The orange strip down the back is likely the "saddle" where the eggs are being produced, that indicates they're a female.

Typically the more clear, uglier ones are the males.


----------



## TCR (Jul 13, 2010)

quite cute when they bust laps around the little tank... seem as tho they all have what i think looks like a "saddle".. so all the ones with that are gonna get the bouncy balls in their abdomen


----------



## trevorhoang (Oct 13, 2010)

You gunna be a shirmp daddy soon. I started my cherry tank 3 months ago and I finally have 7 berried cherries.
I assume u have cherries as well?


----------



## TCR (Jul 13, 2010)

i hope im not a daddy.. perhaps a shrimp mommy..


----------



## mysticalnet (Apr 22, 2010)

The female shrimp is using it's legs to ventilate the eggs so they don't get fungus, hence bouncing movement observed.


----------



## TCR (Jul 13, 2010)

mysticalnet said:


> The female shrimp is using it's legs to ventilate the eggs so they don't get fungus, hence bouncing movement observed.

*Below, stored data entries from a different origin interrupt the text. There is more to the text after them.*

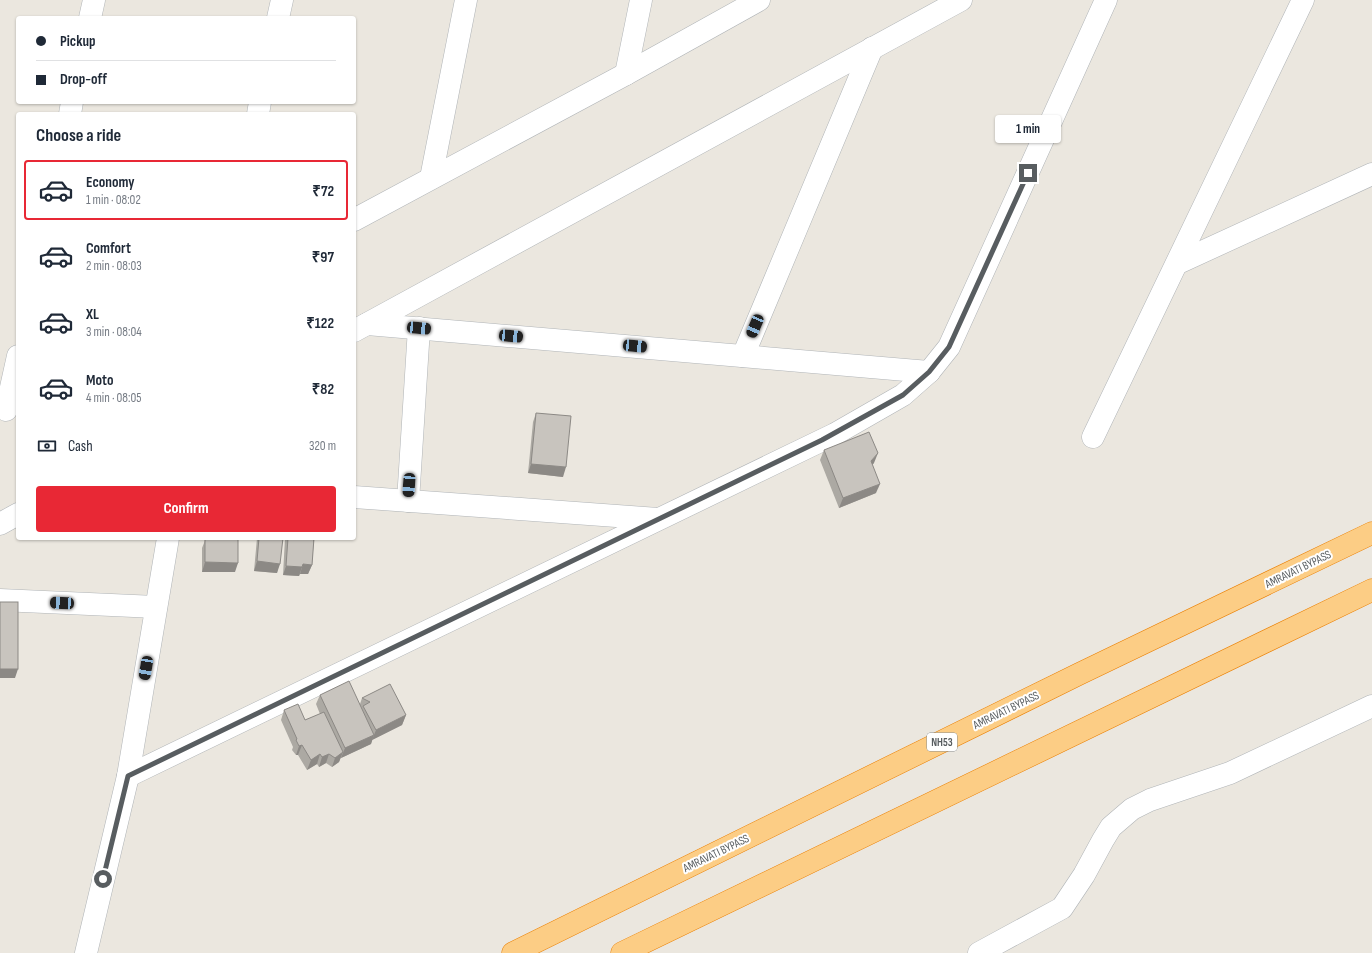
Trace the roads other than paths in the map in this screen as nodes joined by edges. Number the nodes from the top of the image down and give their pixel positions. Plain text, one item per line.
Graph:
1 (94, 0) edge
2 (282, 0) edge
3 (466, 0) edge
4 (642, 0) edge
5 (759, 0) edge
6 (961, 0) edge
7 (1106, 0) edge
8 (1302, 0) edge
9 (90, 16) edge
10 (278, 16) edge
11 (872, 48) junction
12 (626, 74) junction
13 (1372, 174) edge
14 (431, 178) junction
15 (356, 219) edge
16 (1178, 263) junction
17 (361, 327) edge
18 (419, 328) junction
19 (743, 356) junction
20 (16, 367) edge
21 (929, 372) junction
22 (8, 409) edge
23 (1093, 437) dead end
24 (356, 497) edge
25 (408, 501) junction
26 (16, 515) edge
27 (660, 519) junction
28 (0, 524) edge
29 (1372, 533) edge
30 (168, 540) edge
31 (1372, 590) edge
32 (0, 600) edge
33 (156, 607) junction
34 (1372, 706) edge
35 (128, 776) junction
36 (86, 953) edge
37 (513, 953) edge
38 (622, 953) edge
39 (979, 953) edge

1 - 9 street
2 - 10 street
3 - 14 street
4 - 12 street
5 - 12 street
6 - 11 street
7 - 21 street
8 - 16 street
11 - 17 street
11 - 19 street
12 - 14 street
13 - 16 street
14 - 15 street
16 - 23 street
17 - 18 street
18 - 19 street
18 - 25 street
19 - 21 street
20 - 22 street
21 - 27 street
24 - 25 street
25 - 27 street
26 - 28 street
27 - 35 street
29 - 37 highway, AMRAVATI BYPASS / NH53
30 - 33 street
31 - 38 highway
32 - 33 street
33 - 35 street
34 - 39 street
35 - 36 street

ahhhhhhhhh.. they seem to be better then most fish... will they eat there own young?


----------



## wsl (Apr 21, 2010)

If you have cherry shrimp, then no, they will not eat their young. There is a risk of that happening with some shrimp (i.e. ghost shrimp), but in general, the algae eating shrimp are harmless to their young.


----------



## TCR (Jul 13, 2010)

is there any fish i could add that wouldnt eat the young?


----------



## TomC (Apr 21, 2010)

Pygmy livebearers (hets) are what I have.


----------



## effox (Apr 21, 2010)

Otocinclus affinis


----------



## TCR (Jul 13, 2010)

Hmmm maybe when Charles gets in some more zebra otos?


----------



## djamm (Sep 25, 2010)

BN pleco will leave them alone....


----------



## TCR (Jul 13, 2010)

Tank I think
Is too small for a bn. It's a 3 gal I think


----------